Add legacy_text_encoding option to make UTF-8 default

Non UTF-8 platforms are always fragile. There is no way to distinguish the final output is file or terminal or both (tee). User may use en_US.US-ASCII locale from UTF-8 terminal.

Other options:

a. Use UTF-8 always on Unix. os.device_encoding() is not UTF-8 only when PYTHONLEGACYWINDOWSSTDIO is enabled and the fd is Console.

  • Unix users need to use PYTHONIOENCODING when they want to use non UTF-8 stdio.
  • Works very nice with tools using UTF-8 regardless locale (node, rust, Go, Java (>=18), etc…)
  • Don’t work nice with tools using locale encoding when locale is not UTF-8.

b.

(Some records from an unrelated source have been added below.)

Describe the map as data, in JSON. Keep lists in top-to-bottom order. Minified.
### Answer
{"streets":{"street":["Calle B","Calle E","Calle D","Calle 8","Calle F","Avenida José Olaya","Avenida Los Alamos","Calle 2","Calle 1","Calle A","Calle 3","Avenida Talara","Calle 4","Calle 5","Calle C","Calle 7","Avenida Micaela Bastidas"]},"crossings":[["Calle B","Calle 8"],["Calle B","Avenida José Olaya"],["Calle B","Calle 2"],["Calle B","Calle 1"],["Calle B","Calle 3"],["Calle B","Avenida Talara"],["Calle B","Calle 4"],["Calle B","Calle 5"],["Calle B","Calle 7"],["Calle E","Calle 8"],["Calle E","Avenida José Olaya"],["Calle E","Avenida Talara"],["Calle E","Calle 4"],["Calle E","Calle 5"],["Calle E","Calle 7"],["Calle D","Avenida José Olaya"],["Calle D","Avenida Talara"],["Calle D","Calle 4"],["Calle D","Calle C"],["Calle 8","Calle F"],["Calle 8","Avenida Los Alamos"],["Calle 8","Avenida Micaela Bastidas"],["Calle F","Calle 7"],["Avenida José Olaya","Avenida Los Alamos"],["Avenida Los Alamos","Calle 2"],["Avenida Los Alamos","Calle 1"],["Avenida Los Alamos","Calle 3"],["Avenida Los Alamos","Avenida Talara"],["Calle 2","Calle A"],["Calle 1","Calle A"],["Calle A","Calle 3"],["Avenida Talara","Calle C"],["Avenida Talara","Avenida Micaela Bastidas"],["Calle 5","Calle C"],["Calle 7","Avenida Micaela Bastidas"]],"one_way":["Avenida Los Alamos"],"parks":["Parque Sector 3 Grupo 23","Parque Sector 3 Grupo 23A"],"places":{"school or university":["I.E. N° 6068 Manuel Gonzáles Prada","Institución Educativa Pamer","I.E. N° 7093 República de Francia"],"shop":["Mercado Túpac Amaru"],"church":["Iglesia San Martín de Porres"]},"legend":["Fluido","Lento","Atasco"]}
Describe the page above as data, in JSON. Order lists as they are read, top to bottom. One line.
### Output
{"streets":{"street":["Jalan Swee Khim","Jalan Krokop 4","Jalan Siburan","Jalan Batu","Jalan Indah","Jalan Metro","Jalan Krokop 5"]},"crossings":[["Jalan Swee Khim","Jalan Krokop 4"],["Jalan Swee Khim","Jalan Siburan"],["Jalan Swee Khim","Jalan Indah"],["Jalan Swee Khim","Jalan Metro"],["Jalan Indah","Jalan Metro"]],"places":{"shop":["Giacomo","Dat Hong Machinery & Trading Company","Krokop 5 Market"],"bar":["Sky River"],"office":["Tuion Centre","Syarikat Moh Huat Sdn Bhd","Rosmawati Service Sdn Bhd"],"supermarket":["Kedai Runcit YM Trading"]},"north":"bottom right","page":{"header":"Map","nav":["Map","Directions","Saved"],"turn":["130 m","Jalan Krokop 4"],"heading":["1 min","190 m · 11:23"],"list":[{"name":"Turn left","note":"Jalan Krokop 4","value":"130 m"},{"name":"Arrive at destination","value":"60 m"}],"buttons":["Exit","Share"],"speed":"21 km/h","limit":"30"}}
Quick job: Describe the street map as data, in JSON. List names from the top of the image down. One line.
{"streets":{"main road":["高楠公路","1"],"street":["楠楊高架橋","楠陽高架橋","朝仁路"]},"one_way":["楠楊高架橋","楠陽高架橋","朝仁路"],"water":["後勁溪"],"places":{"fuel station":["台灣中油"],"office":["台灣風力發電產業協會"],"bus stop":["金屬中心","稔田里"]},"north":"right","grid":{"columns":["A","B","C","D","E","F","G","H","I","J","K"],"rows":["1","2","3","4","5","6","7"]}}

Do not touch stdio and subprocess.PIPE at all.

  • somescript.py -o outfile.txt and somescript.py > outfile.txt may use different encoding.
    • It would be confusing for new users…
  • User need to use PYTHONIOENCODING when they want to use UTF-8 stdio. (status quo)
  • Works nice with tools using locale encoding.
  • If we want to change the stdio encoding in the future, another breaking change is required.

Maybe, (b) is the most conservative approach. And that is what I thought when I wrote PEP 597 EncodingWarning…